Die Umweltbehörde will die Areale festsetzen, ohne die Nachteile für betroffene Grundeigentümer mit Ausnahmeregelungen abzufedern. Behördenpläne hatten Proteststurm ausgelöst. Kritik auch von der SPD.
Hamburg. Die Umweltbehörde bleibt dabei: Die neu festzusetzenden Überschwemmungsgebiete (ÜSG) sollen auch in Siedlungen wie an der Berner Au und der Lottbek ausgewiesen werden. Zwar dürften die alten Häuser stehen bleiben, Ersatz- oder Neubauten aber nur als Ausnahmen genehmigt werden. Damit bliebe die Behörde deutlich hinter den Möglichkeiten zurück, die sie zur Milderung der Härten für die Bürger hätte. Das ergab die Stellungnahme der Behörde zu einem Antrag der Bezirksversammlung Wandsbek.
Die Behördenpläne zur Festsetzung der ÜSG hatten einen Proteststurm ausgelöst. Die zunächst in die Ferien gelegten Einspruchsfristen hatten auch die SPD-Bürgerschaftsfraktion auf den Plan gerufen, die der Behörde mehrfach eine Verlängerung der Fristen und eine Bürgeranhörung vor Ort abringen konnte (wir berichteten). In dieser Anhörung hatten Behördenvertreter unter anderem dargelegt, dass schon die geplante Verordnung Ersatzbauten erlauben könne. Gehe demnach durch Brand oder Jahrhunderthochwasser ein Gebäude verloren, könne es gemäß Verordnung wiedererrichtet werden, ohne die komplizierten Prüfungen auf Vorliegen der Ausnahmetatbestände nach Paragraf 78 Wasserhaushaltsgesetz durchlaufen zu müssen.
In der jetzt vorgelegten Stellungnahme wird der skizzierte Verordnungsweg nicht erwähnt.
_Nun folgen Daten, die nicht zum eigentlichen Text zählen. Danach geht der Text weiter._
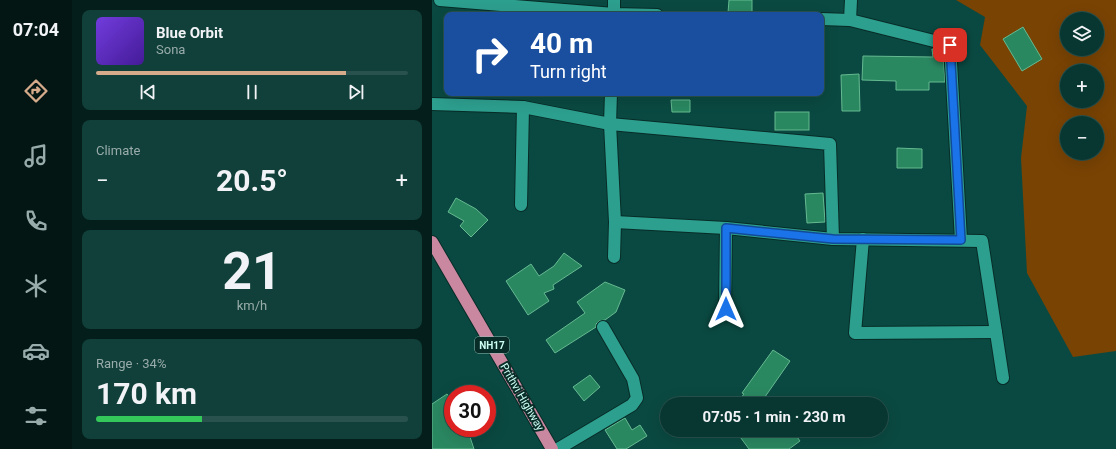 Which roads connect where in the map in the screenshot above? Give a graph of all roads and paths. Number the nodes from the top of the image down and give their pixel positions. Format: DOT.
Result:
graph roads {
  1 [pos="440,0"];
  2 [pos="614,0"];
  3 [pos="851,0"];
  4 [pos="589,12"];
  5 [pos="614,12"];
  6 [pos="824,19"];
  7 [pos="850,20"];
  8 [pos="611,96"];
  9 [pos="432,104"];
  10 [pos="524,107"];
  11 [pos="610,124"];
  12 [pos="521,205"];
  13 [pos="615,222"];
  14 [pos="726,228"];
  15 [pos="833,239"];
  16 [pos="863,239"];
  17 [pos="961,240"];
  18 [pos="432,242"];
  19 [pos="614,257"];
  20 [pos="726,309"];
  21 [pos="603,326"];
  22 [pos="996,332"];
  23 [pos="1002,378"];
  24 [pos="552,449"];
  25 [pos="558,449"];
  1 -- 4 [label="street"];
  2 -- 5 [label="street"];
  3 -- 7 [label="street"];
  6 -- 7 [label="street"];
  7 -- 17 [label="street"];
  8 -- 11 [label="street"];
  9 -- 10 [label="street"];
  10 -- 11 [label="street"];
  10 -- 12 [label="street"];
  11 -- 13 [label="street"];
  11 -- 15 [label="street"];
  13 -- 14 [label="street"];
  13 -- 19 [label="street"];
  14 -- 15 [label="street"];
  14 -- 20 [label="street"];
  15 -- 16 [label="street"];
  16 -- 17 [label="street"];
  16 -- 22 [label="street"];
  17 -- 22 [label="street"];
  18 -- 24 [label="highway, Prithvi Highway / NH17"];
  21 -- 25 [label="street"];
  22 -- 23 [label="street"];
}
SPD-Fraktionschef Andreas Dressel äußerte „die Erwartung, dass die Behörde die rechtlichen Spielräume zugunsten der betroffenen Eigentümer maximal ausschöpft.“ Es gehe um einen möglichst umfassenden Katalog von Ausnahmen vom Bauverbot.
Grundsätzlich darf in ÜSG gar nicht gebaut werden. Alles, was im Falle von Hochwasser-Ereignissen das Wasser auf Nachbargrundstücke drücken könnte, ist zu unterlassen, die Grundstücke dürfen von ihren Eignern nicht „verteidigt“ werden. Die etwa 305 betroffenen Grundstücke an der Berner Au (hamburgweit sind es 2180), die noch in den vergangenen Jahren marktüblich gehandelt und oft neu bebaut wurden, gelten Maklern mittlerweile als kaum verkäuflich.
Die Behörde argumentiert, dass nach ihrer Vermessung der gesamten Stadt die jetzt als ÜSG vorgesehenen Flächen im Falle eines Jahrhunderthochwassers ohnehin überflutet werden würden. Es seien diejenigen gewässernahen Gebiete, die am tiefsten liegen. Die Ausweisung diene dem Schutz der Bürger und helfe auch den Bewohnern der betroffenen Gebiete, weil sie daran gehindert würden, durch weitere Bauten in gefährdetem Gebiet ihren Vermögensschaden zu vergrößern. Auch verlange das EU-Recht die Ausweisung von ÜSG.
„Das sind keine Schutzmaßnahmen, sondern Schutzbehauptungen“, sagt Matthias Dickmann von der Bürgerinitiative „Kein ÜSG Berner Au“. „Die Stadt kann nicht wachsen und Baugebiete entwickeln, ohne zugleich die Infrastruktur Gas, Strom, Wasser und eben auch Abwasser zur Verfügung zu stellen.“ Das 700.000 Quadratmeter große ÜSG Berner Au würde das Regenwasser von 19 Millionen Quadratmeter Fläche aufnehmen, sein Einzugsgebiet reicht weit nach Volksdorf und Rahlstedt hinein. Mit der starken Bautätigkeit in den letzten Jahrzehnten wurden immer mehr Flächen versiegelt, sodass weniger Regenwasser versickert und mehr über die Berner Au Richtung Alster fließen muss. Für die Bürger wolle sich die Stadt nur mit einer billigen Rechtsverordnung vor teuren Maßnahmen zur Gewässerpflege drücken. Am Sonnabend soll am Mönckebergbrunnen demonstriert werden.